Excerpted records
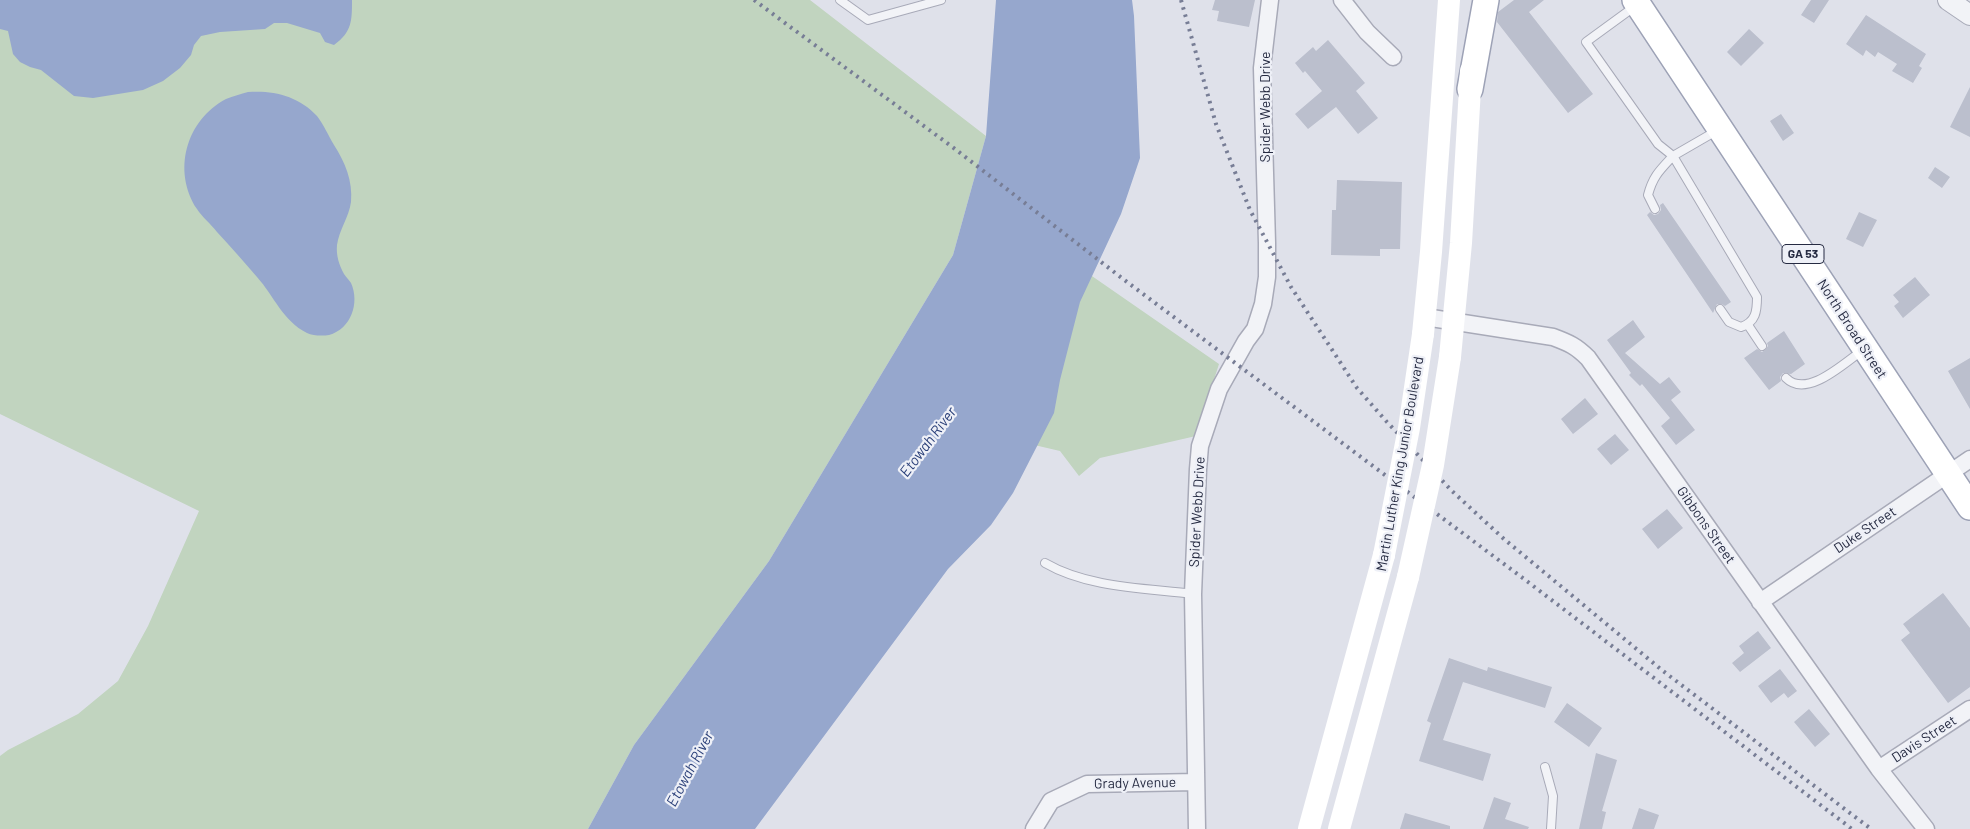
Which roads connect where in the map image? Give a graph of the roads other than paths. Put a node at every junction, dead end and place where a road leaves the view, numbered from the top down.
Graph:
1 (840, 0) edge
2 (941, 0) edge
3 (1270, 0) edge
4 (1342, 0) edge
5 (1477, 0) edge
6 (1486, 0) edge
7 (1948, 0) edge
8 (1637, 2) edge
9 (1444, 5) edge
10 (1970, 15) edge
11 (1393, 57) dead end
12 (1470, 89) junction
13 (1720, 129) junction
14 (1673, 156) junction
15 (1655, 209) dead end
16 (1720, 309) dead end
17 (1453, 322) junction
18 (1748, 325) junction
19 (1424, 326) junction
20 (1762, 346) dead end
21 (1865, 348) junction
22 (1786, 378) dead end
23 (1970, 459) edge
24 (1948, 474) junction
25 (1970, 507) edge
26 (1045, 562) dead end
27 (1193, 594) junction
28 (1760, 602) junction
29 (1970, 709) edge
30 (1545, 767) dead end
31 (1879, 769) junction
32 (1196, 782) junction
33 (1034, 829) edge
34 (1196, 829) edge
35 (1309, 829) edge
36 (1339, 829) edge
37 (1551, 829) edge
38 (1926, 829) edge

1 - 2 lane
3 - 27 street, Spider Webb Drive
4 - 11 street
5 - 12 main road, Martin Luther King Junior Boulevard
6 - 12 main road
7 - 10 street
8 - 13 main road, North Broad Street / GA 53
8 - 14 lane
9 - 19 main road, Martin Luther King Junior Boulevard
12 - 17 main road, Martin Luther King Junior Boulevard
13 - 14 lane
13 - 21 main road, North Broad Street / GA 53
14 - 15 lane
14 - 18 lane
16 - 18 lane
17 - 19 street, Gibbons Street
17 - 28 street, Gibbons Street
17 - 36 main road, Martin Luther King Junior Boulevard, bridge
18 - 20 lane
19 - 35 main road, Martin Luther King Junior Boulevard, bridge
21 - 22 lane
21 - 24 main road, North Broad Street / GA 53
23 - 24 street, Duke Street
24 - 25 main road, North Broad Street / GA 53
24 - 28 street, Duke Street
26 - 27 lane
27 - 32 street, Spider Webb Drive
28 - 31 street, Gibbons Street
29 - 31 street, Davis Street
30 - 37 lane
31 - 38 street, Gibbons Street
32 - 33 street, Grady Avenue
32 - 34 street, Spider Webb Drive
--
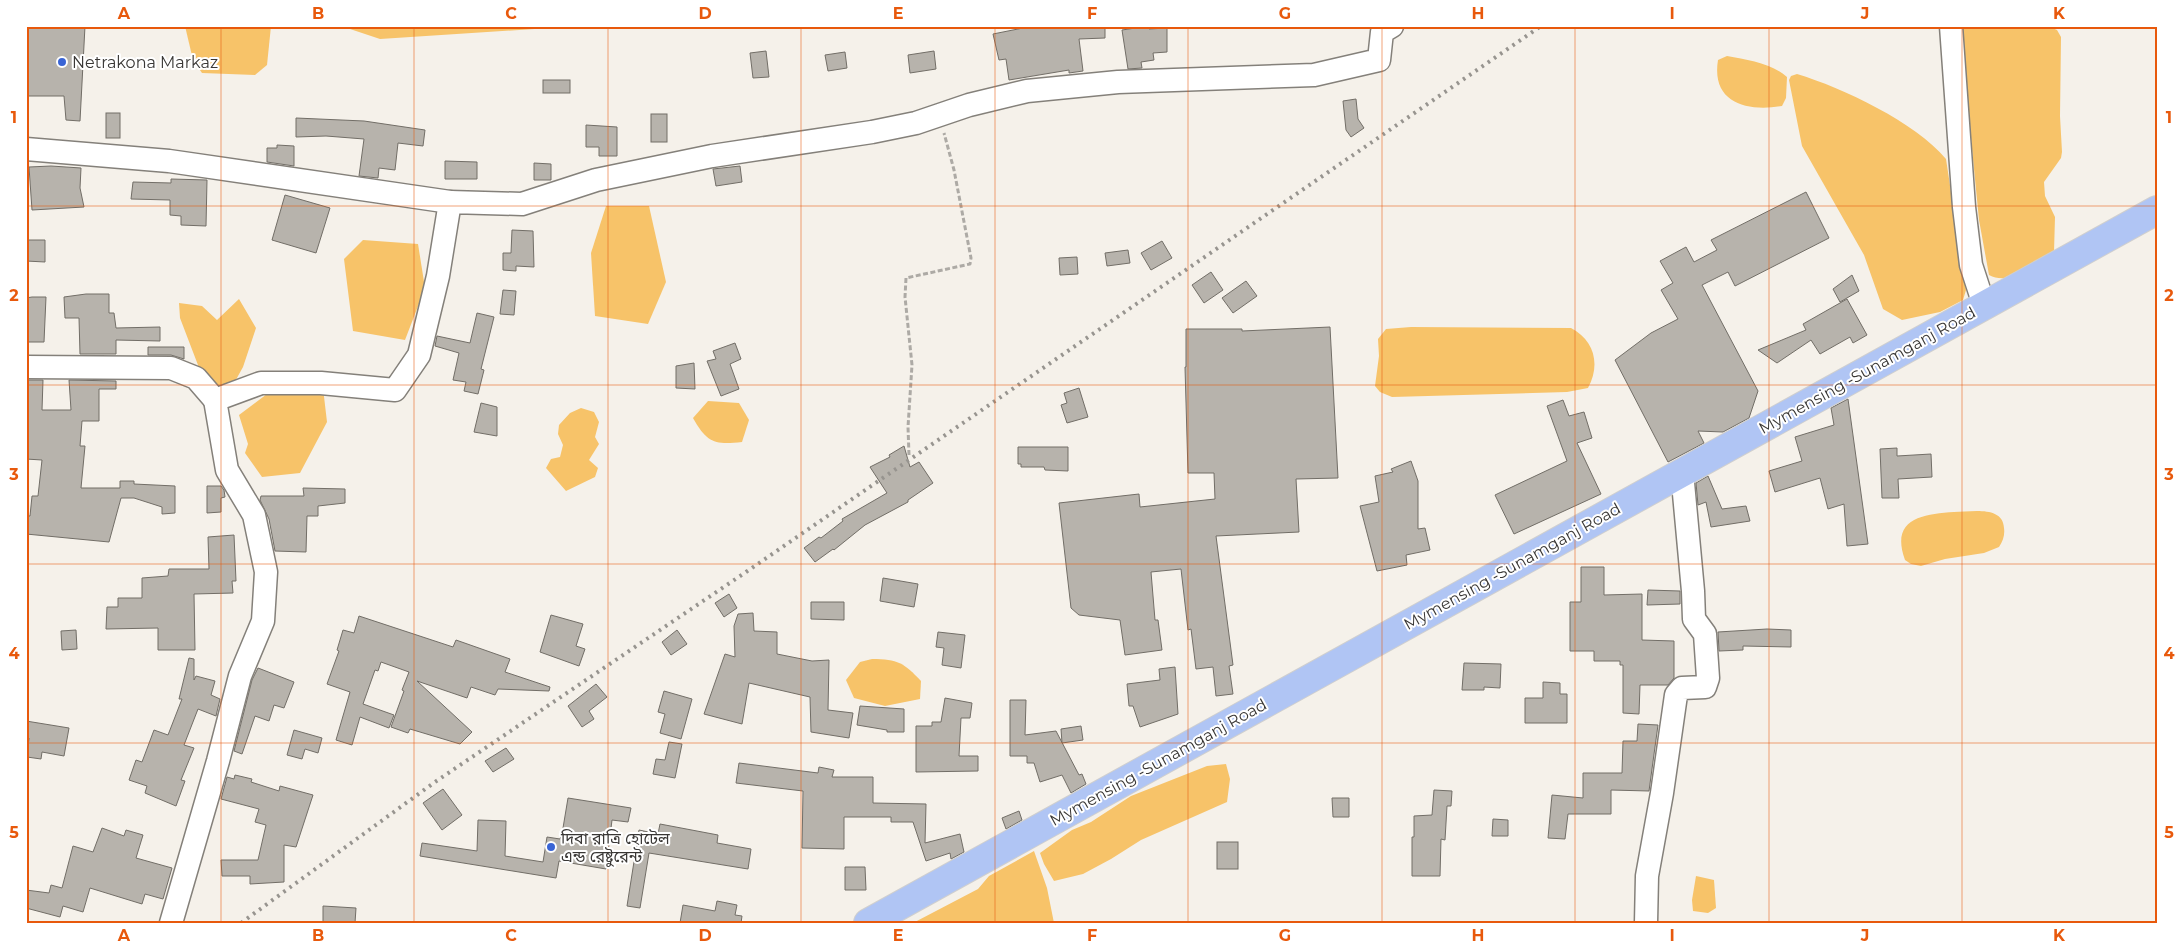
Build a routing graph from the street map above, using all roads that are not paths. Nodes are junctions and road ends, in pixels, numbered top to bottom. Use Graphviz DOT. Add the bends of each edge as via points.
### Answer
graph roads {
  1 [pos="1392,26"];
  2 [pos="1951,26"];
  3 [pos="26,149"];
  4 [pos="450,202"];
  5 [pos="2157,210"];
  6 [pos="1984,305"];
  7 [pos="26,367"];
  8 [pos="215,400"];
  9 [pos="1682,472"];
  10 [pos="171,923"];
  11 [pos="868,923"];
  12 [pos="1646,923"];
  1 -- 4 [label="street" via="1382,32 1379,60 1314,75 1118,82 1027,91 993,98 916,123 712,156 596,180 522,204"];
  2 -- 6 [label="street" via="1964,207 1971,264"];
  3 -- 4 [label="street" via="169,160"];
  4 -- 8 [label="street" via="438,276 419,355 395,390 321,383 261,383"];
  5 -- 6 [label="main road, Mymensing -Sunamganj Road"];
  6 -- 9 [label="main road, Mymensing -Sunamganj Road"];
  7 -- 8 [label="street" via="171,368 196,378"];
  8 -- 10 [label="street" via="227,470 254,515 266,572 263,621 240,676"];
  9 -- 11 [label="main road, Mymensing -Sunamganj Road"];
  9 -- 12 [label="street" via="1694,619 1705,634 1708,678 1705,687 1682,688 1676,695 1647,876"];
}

About this task
If a line in the records above contains the string "paths", copy that line out.

Reply to the task
Which roads connect where in the map image? Give a graph of the roads other than paths. Put a node at every junction, dead end and place where a road leaves the view, numbered from the top down.
Build a routing graph from the street map above, using all roads that are not paths. Nodes are junctions and road ends, in pixels, numbered top to bottom. Use Graphviz DOT. Add the bends of each edge as via points.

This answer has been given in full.